Hal ini menunjukkan adanya kelonggaran syariat dalam masalah biologis seperti haid, khususnya dalam konteks ibadah.
Mayoritas ulama juga berpendapat bahwa wanita yang mengalami istihadhah tetap diperbolehkan melaksanakan thawaf atau ibadah lainnya dengan syarat menjaga kebersihan sesuai ketentuan. Sebagian pendapat mengatakan;
أن الأولى للمستحاضة أن لا تطوف حتى ينقطع دمها . وجمهور العلماء على جواز ذلك
“Sesungguhnya yang lebih utama bagi wanita istihadhah adalah tidak melakukan thawaf hingga darahnya berhenti.
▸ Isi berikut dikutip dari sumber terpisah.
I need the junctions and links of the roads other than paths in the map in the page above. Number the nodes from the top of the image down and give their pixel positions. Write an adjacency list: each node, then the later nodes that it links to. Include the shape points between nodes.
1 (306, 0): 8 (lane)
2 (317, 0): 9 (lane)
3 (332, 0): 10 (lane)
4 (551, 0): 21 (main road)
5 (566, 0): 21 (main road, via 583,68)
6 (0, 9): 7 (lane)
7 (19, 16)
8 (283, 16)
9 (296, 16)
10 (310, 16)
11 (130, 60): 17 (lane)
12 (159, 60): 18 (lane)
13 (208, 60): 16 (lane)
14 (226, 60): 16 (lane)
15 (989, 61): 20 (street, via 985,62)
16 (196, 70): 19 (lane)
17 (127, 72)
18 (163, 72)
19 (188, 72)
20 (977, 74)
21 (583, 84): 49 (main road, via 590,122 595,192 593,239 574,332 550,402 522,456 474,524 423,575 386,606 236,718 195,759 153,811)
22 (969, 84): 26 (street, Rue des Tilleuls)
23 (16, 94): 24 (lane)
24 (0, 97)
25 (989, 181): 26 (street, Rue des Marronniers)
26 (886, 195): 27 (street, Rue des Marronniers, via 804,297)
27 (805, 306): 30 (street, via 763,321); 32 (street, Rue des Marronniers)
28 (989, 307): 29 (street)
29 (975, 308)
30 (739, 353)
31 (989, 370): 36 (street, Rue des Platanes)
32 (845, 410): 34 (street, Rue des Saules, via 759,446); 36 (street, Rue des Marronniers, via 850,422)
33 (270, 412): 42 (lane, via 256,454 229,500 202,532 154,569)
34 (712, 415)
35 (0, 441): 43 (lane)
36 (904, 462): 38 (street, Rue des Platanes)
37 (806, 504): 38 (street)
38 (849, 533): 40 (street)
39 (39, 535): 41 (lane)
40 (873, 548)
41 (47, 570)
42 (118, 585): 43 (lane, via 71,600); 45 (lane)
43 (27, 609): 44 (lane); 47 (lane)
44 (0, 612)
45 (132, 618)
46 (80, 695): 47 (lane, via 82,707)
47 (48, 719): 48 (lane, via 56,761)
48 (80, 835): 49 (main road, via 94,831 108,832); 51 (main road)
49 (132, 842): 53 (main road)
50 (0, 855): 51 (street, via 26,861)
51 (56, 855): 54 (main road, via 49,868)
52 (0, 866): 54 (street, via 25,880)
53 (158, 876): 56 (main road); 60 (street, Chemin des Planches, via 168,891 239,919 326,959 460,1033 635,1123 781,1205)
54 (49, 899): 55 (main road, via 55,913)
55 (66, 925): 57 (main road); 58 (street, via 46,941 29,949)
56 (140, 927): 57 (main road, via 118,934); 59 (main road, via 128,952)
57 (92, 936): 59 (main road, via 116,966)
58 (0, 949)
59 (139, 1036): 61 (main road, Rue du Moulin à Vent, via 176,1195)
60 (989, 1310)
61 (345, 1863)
Akan tetapi mayoritas ulama berpendapat bahwa hal tersebut boleh (wanita istihadhah tetap boleh thawaf).”
Riwayat-riwayat ini memberikan legitimasi syar‘i bahwa tindakan medis untuk menghentikan atau mempercepat haid diperbolehkan apabila ada kebutuhan dan tidak menyebabkan mafsadah yang lebih besar.
Kesimpulan
Dari uraian di atas, dapat disimpulkan sebagai berikut:
No. |
Hukum |
Penjelasan |
Contoh atau Syarat |
1. |
Boleh |
Diperbolehkan minum obat untuk mempercepat atau menunda haid apabila ada uzur syar‘i. |
Untuk menyempurnakan ibadah Haji atau Umrah, puasa Ramadan, thawaf, dan ibadah lainnya. |
2. |
Makruh |
Tidak dianjurkan (makruh) jika tidak ada kebutuhan syar‘i, dan dapat memperlambat kehamilan. |
Tanpa alasan syar‘i, hanya untuk kepentingan pribadi. |
3. |
Haram |
Diharamkan jika penggunaan obat menyebabkan kemandulan permanen atau memutus keturunan. |
Sterilisasi atau penggunaan obat permanen yang memutus keturunan. |
Adapun yang dijadikan patokan dalam menentukan masa haid atau nifas setelah penggunaan obat adalah kenyataan darah yang keluar dan berhenti, bukan semata-mata kebiasaan yang telah lalu.
Meskipun fikih memberikan ruang kebolehan, ada beberapa etika dan batasan yang perlu diperhatikan dalam penggunaan obat yang mempengaruhi haid:
- Harus mempertimbangkan maslahat dan mafsadat (dampak manfaat dan bahaya).
- Tidak boleh digunakan secara sembrono atau demi kepentingan yang tidak syar’i.
- Harus mendapatkan pertimbangan medis yang aman dan terpercaya.
Dalam tradisi Islam, pemeliharaan jiwa (hifzh al-nafs) dan keturunan (hifzh al-nasl) adalah dua tujuan pokok yang harus dijaga.
Wallāhu a‘lam bi al-shawāb.
Referensi:
Talkhishul Murod hal. 247
Asy Syarqowi Juz 2 hal. 293
Qurrotul ‘Ain Fiy Fatawil Haromain hal. 30
Al Muhadzdzab Juz 1 hal. 39
Fathu al Bari Li Ibni Rojab Juz 1 Hal 456.
Sumber; Hasil Nadawah Fiqhiyyah ‘Anil Qodloyo asy-Syar’iyyah H. PP. Al-Anwar 1 Sarang Rembang Jawa Tengah Tahun 1397 H.